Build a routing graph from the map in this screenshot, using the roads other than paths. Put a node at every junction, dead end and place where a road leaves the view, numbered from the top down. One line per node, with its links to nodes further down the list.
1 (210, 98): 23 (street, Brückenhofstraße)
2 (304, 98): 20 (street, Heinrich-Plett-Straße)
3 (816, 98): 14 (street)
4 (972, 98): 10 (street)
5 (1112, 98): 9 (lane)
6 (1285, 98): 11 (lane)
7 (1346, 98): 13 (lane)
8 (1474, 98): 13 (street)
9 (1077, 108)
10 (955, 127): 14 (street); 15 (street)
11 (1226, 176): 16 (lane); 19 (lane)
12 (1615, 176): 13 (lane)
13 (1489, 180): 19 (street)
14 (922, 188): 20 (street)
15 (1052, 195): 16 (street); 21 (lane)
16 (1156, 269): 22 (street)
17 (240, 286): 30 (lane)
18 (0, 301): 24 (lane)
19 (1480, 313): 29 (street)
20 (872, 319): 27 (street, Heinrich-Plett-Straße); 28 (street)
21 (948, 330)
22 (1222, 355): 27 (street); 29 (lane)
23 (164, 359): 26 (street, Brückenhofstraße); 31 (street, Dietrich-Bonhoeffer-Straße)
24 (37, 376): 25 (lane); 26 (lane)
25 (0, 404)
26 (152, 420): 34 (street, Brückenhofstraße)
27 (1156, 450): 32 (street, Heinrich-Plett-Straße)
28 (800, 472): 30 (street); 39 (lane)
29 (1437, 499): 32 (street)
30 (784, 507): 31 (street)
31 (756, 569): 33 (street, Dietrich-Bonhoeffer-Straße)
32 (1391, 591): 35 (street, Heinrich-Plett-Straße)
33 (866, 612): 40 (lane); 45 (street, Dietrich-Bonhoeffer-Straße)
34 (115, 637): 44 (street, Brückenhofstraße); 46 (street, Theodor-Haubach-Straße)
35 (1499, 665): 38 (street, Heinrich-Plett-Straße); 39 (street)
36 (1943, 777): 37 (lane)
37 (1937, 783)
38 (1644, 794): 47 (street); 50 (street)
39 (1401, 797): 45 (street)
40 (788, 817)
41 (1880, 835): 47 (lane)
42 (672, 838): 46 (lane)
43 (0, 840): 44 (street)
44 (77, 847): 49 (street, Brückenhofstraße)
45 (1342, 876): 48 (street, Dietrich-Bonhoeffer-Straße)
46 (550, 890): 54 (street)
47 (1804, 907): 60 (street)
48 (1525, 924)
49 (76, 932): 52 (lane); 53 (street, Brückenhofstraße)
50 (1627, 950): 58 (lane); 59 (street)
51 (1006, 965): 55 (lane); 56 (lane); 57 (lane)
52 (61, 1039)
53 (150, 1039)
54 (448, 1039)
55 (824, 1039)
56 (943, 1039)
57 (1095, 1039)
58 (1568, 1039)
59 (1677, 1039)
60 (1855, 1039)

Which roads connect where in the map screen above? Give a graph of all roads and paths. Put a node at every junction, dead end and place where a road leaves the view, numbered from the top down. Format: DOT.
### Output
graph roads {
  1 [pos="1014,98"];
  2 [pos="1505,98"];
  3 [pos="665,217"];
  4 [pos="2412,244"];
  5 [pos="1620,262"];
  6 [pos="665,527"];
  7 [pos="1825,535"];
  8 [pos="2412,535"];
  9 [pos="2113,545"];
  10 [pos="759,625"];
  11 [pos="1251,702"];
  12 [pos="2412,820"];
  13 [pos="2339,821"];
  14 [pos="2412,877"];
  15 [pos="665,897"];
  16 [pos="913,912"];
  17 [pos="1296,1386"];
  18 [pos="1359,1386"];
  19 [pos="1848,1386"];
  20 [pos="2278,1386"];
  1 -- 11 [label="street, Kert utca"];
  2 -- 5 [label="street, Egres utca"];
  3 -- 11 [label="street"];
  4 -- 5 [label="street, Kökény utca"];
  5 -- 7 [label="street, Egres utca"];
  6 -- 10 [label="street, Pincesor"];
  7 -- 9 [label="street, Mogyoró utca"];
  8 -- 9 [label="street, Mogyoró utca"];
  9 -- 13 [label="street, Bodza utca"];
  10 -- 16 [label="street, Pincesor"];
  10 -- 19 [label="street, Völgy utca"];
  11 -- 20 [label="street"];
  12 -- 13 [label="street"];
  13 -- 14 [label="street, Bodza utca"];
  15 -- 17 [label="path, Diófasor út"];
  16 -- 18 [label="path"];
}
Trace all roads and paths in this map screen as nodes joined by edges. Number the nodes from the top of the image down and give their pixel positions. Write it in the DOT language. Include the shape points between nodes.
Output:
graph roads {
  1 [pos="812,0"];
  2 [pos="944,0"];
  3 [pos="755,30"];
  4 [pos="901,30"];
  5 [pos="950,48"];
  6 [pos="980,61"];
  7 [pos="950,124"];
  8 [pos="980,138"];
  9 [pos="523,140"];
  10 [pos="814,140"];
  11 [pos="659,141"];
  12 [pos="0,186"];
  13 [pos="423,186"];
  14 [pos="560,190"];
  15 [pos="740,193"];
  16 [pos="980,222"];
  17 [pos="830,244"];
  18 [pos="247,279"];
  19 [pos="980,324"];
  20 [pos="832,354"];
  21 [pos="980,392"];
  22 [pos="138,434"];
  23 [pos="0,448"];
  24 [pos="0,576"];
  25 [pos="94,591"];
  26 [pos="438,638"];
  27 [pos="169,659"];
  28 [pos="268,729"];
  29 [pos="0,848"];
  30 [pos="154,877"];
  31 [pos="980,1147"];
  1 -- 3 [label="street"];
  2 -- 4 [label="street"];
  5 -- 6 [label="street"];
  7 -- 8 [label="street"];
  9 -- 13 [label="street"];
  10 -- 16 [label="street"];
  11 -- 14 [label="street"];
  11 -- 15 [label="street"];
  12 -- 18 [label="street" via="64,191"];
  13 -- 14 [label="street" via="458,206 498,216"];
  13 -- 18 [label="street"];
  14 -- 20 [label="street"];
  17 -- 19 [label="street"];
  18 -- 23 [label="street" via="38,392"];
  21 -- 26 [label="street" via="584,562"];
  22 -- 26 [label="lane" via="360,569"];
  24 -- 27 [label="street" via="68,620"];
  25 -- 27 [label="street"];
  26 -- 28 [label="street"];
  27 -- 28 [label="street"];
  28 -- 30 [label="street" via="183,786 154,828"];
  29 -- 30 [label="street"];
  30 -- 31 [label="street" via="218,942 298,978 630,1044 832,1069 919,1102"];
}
________________________________________
• _Problem details_: Using the records above, report the count of lines holding "Dietrich" and nothing else.

• _Output below_: 4